Tropical forest gunshot classification training audio dataset

Published: 9 March 2022| Version 3 | DOI: 10.17632/x48cwz364j.3
Lydia Katsis,


DATA SOURCE LOCATION Data were collected in tropical forest sites in central Belize. Data were recorded in Tapir Mountain Nature Reserve (TMNR) and the adjoining Pook’s Hill Reserve in Cayo District, Belize [17.150, -88.860] and Manatee Forest Reserve (MFR) and surrounding protected areas in Belize District, Belize [17.260, -88.490]. FOLDERS The folders contain audio files recorded between 2017 and 2021. The ‘Training data’ folder and the ‘Validation data’ folder contain two temporally distinct datasets, which can be used for model training and validation. The training folder consists of 80% of the total dataset, and the validation folder comprises the remaining 20%. Within each of these folders are two folders labelled ‘Gunshot’ and ‘Background’. FILES The folders contain 749 gunshot files and over 35,000 background files. The files are in Waveform Audio File Format (wav), and are each 4.09 seconds long. The first 8 alphanumeric characters of the file name corresponds to the UNIX hexadecimal timestamp of the time of recording. Some files contain additional alphanumeric characters after these initial 8 characters, which were used as unique identifying numbers during processing and do not convey any additional information.


Steps to reproduce

Data were collected using AudioMoth acoustic sensors (v 1.0.0 and v 1.1.1). AudioMoths were housed in either a rubber-sealed watertight plumbing tube or the official AudioMoth IPX7 waterproof case. In both cases a Schlegel acoustic vent was used. At 20 separate locations we attached AudioMoths to the nearest suitable tree at shoulder height and directed the sensor towards valley areas. Devices were left at their respective sites for 1-12 months. AudioMoths were configured with a custom firmware developed to detect and record gunshots in Belizean tropical forests (see Prince et al. 2019). Sounds were recorded as 4.09 s Waveform Audio File Format (wav) files, collected at a sample rate of 8 kHz. Additional recordings were created through controlled firing of shotguns in Pook’s Hill Reserve. Shotguns were shot during the day and night at distances of 0-1000 m from 13 continuously recording sensors. Gunshot events were manually extracted from the controlled firing at Pook’s Hill Reserve using listening and inspection of spectrograms.
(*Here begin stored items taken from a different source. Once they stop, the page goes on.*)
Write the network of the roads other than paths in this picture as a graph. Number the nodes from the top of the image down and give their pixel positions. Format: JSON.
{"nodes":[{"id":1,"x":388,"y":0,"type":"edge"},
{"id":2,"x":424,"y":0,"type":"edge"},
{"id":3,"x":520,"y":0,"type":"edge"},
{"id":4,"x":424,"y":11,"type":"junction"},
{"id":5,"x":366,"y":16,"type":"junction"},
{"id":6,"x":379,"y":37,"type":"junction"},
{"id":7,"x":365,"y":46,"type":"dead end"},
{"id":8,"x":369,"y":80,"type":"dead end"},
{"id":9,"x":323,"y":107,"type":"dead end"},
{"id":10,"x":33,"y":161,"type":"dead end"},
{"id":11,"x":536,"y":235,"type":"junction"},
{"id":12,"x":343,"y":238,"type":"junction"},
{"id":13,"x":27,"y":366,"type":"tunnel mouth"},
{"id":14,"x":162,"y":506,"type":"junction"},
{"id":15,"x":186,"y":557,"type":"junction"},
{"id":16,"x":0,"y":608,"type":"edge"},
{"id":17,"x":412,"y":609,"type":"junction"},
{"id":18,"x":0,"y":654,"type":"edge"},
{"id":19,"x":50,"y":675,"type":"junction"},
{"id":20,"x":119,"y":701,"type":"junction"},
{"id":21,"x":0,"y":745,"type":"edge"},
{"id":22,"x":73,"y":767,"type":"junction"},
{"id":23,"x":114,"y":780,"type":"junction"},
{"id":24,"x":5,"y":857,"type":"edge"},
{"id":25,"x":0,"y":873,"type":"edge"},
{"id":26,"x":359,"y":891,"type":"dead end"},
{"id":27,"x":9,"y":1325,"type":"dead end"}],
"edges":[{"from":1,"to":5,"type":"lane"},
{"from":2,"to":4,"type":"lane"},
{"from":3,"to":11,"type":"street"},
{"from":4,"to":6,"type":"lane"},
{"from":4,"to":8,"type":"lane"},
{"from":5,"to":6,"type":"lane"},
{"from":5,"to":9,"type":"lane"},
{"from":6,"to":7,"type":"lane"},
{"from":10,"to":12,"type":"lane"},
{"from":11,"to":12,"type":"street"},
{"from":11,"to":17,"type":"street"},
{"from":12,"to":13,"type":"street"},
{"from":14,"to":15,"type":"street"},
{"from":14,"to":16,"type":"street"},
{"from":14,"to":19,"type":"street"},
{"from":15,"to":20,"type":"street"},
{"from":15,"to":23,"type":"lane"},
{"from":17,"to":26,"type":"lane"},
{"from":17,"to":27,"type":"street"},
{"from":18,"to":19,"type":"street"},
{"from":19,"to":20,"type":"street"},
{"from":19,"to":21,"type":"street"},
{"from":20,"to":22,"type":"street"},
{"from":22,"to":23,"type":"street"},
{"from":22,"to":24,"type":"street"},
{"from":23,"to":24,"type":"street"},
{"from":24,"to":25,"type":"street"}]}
Background files were obtained by taking a random sample of 10,000 files from the two surveys (TMNR and MFR), and then listening to remove any gunshots or human voice. Gunshot files were extracted from these survey data through the use of a custom gunshot detection filter, followed by spectrogram inspection and listening to classify gunshots and false positives. False positives from this filter were also added to the background dataset. Training and validation of automated classification models requires separate, non-overlapping training and validation datasets. The training and validation data used to train the classification model in Katsis et al. (in press) comprised the ground-truthed data, as well as survey data collected in TMNR and MFR. For each of these datasets, we ordered the recordings from each category (background and gunshot) according to the time the recording was made. Recordings made in the first 80% of the sampling period for each category at each site comprised the training dataset, and the remaining recordings, from the last 20% of the sampling period, comprised the validation dataset. We partitioned the data in this way to reduce ‘leakage’ between the validation and training datasets, which would lead to validating the model on data it has already seen. See Katsis et al. (in press) for a detailed description of methodology.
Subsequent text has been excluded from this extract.